Action item: The full set of entries below should be transcribed exactly.

-- Supplied records follows --

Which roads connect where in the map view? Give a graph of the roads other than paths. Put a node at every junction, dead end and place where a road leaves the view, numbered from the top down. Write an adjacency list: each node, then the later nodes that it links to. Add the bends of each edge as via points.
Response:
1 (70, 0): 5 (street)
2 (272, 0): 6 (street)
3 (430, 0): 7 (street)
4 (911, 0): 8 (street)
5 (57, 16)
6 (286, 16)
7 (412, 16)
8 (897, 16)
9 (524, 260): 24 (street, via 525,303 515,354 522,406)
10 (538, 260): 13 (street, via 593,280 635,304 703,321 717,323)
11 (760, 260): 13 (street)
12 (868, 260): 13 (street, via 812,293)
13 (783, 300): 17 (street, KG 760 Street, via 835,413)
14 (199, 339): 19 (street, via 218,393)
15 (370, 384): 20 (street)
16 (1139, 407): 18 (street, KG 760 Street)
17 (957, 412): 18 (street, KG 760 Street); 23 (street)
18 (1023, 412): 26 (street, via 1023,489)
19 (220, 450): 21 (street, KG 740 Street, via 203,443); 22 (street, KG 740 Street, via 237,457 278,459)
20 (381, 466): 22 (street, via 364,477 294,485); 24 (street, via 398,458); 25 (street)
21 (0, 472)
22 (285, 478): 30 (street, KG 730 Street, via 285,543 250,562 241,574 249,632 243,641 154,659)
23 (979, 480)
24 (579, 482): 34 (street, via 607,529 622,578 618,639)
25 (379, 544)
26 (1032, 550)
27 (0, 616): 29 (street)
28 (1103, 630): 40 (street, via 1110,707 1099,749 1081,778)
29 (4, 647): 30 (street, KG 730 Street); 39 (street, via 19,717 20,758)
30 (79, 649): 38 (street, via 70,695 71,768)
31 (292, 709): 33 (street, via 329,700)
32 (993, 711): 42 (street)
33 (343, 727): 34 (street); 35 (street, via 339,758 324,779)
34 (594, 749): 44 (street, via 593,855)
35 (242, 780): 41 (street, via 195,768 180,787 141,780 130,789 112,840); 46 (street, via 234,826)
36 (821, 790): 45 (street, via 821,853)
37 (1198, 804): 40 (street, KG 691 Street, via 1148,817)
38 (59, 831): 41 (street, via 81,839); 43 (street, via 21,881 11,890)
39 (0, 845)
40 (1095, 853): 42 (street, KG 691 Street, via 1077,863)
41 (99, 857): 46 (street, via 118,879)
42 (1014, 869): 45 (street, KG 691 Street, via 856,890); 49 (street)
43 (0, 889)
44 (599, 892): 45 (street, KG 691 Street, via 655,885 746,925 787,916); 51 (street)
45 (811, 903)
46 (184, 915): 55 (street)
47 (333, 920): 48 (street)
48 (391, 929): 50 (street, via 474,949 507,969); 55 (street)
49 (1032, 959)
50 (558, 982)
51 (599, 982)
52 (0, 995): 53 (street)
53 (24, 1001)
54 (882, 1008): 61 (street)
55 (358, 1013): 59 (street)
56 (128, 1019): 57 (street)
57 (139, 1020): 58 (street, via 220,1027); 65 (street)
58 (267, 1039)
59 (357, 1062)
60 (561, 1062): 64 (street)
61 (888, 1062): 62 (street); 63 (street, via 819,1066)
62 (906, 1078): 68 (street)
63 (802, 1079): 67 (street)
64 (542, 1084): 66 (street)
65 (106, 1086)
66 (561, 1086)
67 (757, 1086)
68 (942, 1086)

-- Supplied records concluded --

Solution:
Which roads connect where in the map view? Give a graph of the roads other than paths. Put a node at every junction, dead end and place where a road leaves the view, numbered from the top down. Write an adjacency list: each node, then the later nodes that it links to. Add the bends of each edge as via points.
Response:
1 (70, 0): 5 (street)
2 (272, 0): 6 (street)
3 (430, 0): 7 (street)
4 (911, 0): 8 (street)
5 (57, 16)
6 (286, 16)
7 (412, 16)
8 (897, 16)
9 (524, 260): 24 (street, via 525,303 515,354 522,406)
10 (538, 260): 13 (street, via 593,280 635,304 703,321 717,323)
11 (760, 260): 13 (street)
12 (868, 260): 13 (street, via 812,293)
13 (783, 300): 17 (street, KG 760 Street, via 835,413)
14 (199, 339): 19 (street, via 218,393)
15 (370, 384): 20 (street)
16 (1139, 407): 18 (street, KG 760 Street)
17 (957, 412): 18 (street, KG 760 Street); 23 (street)
18 (1023, 412): 26 (street, via 1023,489)
19 (220, 450): 21 (street, KG 740 Street, via 203,443); 22 (street, KG 740 Street, via 237,457 278,459)
20 (381, 466): 22 (street, via 364,477 294,485); 24 (street, via 398,458); 25 (street)
21 (0, 472)
22 (285, 478): 30 (street, KG 730 Street, via 285,543 250,562 241,574 249,632 243,641 154,659)
23 (979, 480)
24 (579, 482): 34 (street, via 607,529 622,578 618,639)
25 (379, 544)
26 (1032, 550)
27 (0, 616): 29 (street)
28 (1103, 630): 40 (street, via 1110,707 1099,749 1081,778)
29 (4, 647): 30 (street, KG 730 Street); 39 (street, via 19,717 20,758)
30 (79, 649): 38 (street, via 70,695 71,768)
31 (292, 709): 33 (street, via 329,700)
32 (993, 711): 42 (street)
33 (343, 727): 34 (street); 35 (street, via 339,758 324,779)
34 (594, 749): 44 (street, via 593,855)
35 (242, 780): 41 (street, via 195,768 180,787 141,780 130,789 112,840); 46 (street, via 234,826)
36 (821, 790): 45 (street, via 821,853)
37 (1198, 804): 40 (street, KG 691 Street, via 1148,817)
38 (59, 831): 41 (street, via 81,839); 43 (street, via 21,881 11,890)
39 (0, 845)
40 (1095, 853): 42 (street, KG 691 Street, via 1077,863)
41 (99, 857): 46 (street, via 118,879)
42 (1014, 869): 45 (street, KG 691 Street, via 856,890); 49 (street)
43 (0, 889)
44 (599, 892): 45 (street, KG 691 Street, via 655,885 746,925 787,916); 51 (street)
45 (811, 903)
46 (184, 915): 55 (street)
47 (333, 920): 48 (street)
48 (391, 929): 50 (street, via 474,949 507,969); 55 (street)
49 (1032, 959)
50 (558, 982)
51 (599, 982)
52 (0, 995): 53 (street)
53 (24, 1001)
54 (882, 1008): 61 (street)
55 (358, 1013): 59 (street)
56 (128, 1019): 57 (street)
57 (139, 1020): 58 (street, via 220,1027); 65 (street)
58 (267, 1039)
59 (357, 1062)
60 (561, 1062): 64 (street)
61 (888, 1062): 62 (street); 63 (street, via 819,1066)
62 (906, 1078): 68 (street)
63 (802, 1079): 67 (street)
64 (542, 1084): 66 (street)
65 (106, 1086)
66 (561, 1086)
67 (757, 1086)
68 (942, 1086)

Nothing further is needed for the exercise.